*** DATA TO USE
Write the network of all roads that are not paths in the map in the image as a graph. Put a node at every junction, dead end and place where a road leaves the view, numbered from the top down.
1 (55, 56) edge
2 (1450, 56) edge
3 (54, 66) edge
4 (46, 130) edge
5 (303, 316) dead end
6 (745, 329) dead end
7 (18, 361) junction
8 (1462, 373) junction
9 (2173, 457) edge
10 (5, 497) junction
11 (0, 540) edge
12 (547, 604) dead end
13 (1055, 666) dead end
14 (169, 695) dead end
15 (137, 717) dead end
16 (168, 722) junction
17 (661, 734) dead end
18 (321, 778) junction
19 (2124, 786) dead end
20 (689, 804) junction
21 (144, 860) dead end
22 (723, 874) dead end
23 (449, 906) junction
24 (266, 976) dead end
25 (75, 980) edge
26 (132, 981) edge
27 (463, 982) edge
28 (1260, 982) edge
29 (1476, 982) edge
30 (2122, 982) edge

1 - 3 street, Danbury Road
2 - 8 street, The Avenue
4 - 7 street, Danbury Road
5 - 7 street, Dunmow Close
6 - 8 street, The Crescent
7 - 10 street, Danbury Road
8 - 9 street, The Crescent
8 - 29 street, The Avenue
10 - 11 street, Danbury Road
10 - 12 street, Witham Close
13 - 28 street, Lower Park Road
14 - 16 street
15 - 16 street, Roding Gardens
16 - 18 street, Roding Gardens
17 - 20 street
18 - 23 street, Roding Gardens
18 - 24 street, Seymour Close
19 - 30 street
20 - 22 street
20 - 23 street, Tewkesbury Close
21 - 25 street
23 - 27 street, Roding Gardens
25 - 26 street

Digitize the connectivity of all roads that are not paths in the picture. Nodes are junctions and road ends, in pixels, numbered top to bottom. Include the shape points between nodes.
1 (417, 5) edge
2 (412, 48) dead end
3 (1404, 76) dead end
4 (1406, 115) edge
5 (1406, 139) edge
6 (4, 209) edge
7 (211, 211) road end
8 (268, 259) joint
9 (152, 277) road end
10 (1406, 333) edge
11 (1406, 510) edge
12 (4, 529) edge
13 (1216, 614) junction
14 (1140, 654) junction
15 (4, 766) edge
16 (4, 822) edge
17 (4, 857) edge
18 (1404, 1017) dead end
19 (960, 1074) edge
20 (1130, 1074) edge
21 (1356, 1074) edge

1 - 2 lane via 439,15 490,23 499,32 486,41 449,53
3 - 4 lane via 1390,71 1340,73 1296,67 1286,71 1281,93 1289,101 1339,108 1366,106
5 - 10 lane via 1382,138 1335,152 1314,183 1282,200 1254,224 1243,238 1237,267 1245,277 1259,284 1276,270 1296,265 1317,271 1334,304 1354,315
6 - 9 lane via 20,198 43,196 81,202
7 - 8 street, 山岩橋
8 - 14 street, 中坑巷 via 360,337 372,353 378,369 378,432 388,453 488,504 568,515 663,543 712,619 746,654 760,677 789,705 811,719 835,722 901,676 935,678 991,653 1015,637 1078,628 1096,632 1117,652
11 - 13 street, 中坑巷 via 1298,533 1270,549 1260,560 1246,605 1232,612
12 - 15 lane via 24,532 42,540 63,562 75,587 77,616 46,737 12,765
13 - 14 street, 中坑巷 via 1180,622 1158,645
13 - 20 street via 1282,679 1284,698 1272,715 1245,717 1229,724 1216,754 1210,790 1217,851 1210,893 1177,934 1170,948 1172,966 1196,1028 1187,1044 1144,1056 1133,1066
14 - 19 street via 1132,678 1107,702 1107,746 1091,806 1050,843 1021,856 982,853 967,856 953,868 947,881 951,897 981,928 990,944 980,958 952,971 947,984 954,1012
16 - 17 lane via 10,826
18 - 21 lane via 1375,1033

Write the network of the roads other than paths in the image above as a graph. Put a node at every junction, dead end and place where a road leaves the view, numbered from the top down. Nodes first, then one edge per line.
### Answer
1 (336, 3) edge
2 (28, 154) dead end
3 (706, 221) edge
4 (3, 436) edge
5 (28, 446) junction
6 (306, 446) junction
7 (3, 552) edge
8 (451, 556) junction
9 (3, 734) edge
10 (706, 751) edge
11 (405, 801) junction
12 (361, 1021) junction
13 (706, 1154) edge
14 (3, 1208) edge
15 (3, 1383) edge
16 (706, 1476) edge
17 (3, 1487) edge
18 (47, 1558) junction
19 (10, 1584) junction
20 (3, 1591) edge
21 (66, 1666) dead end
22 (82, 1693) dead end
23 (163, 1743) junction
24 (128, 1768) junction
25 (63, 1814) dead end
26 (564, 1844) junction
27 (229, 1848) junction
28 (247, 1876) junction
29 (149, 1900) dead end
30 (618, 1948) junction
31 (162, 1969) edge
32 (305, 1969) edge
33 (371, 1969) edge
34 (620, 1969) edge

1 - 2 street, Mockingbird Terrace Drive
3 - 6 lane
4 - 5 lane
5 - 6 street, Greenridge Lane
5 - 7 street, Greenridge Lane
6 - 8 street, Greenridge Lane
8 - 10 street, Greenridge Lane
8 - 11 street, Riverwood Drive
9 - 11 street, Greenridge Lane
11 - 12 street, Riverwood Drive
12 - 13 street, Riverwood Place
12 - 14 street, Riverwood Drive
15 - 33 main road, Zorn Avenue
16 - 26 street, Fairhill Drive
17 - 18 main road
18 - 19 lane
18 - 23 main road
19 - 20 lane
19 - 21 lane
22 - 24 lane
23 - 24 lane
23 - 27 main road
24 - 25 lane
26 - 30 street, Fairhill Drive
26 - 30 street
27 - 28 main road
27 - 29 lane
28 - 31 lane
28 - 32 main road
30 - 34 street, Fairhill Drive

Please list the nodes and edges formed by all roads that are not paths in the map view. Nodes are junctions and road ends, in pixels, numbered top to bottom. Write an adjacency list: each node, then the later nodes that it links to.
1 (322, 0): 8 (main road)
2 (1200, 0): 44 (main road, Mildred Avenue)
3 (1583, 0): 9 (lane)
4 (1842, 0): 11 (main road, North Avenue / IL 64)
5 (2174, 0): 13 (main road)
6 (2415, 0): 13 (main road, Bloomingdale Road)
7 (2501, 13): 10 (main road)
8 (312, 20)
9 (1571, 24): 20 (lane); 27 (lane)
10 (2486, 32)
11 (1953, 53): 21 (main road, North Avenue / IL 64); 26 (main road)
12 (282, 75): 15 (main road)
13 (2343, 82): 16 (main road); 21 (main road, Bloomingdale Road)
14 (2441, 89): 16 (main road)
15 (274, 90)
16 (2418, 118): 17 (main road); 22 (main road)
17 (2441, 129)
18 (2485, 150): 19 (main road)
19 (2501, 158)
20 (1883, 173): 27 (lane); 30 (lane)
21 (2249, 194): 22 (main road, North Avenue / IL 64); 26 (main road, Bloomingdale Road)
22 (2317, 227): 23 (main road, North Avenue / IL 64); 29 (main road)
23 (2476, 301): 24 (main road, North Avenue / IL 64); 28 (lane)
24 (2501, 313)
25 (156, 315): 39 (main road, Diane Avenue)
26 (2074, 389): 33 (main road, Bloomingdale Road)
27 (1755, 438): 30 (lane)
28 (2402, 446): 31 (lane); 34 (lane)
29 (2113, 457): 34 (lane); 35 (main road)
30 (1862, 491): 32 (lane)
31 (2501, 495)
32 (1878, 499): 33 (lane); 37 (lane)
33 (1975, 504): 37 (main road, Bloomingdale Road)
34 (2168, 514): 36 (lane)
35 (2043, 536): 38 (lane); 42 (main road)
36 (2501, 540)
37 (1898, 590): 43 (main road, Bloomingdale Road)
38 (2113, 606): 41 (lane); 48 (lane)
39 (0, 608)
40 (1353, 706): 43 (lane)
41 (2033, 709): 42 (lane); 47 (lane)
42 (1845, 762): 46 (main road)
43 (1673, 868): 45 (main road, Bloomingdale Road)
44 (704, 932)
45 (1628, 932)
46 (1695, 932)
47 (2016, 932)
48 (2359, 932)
******
TASK BRIEF
What lines of the data include the word "Roding"? Copy each of them.

WRITTEN RESPONSE
15 - 16 street, Roding Gardens
16 - 18 street, Roding Gardens
18 - 23 street, Roding Gardens
23 - 27 street, Roding Gardens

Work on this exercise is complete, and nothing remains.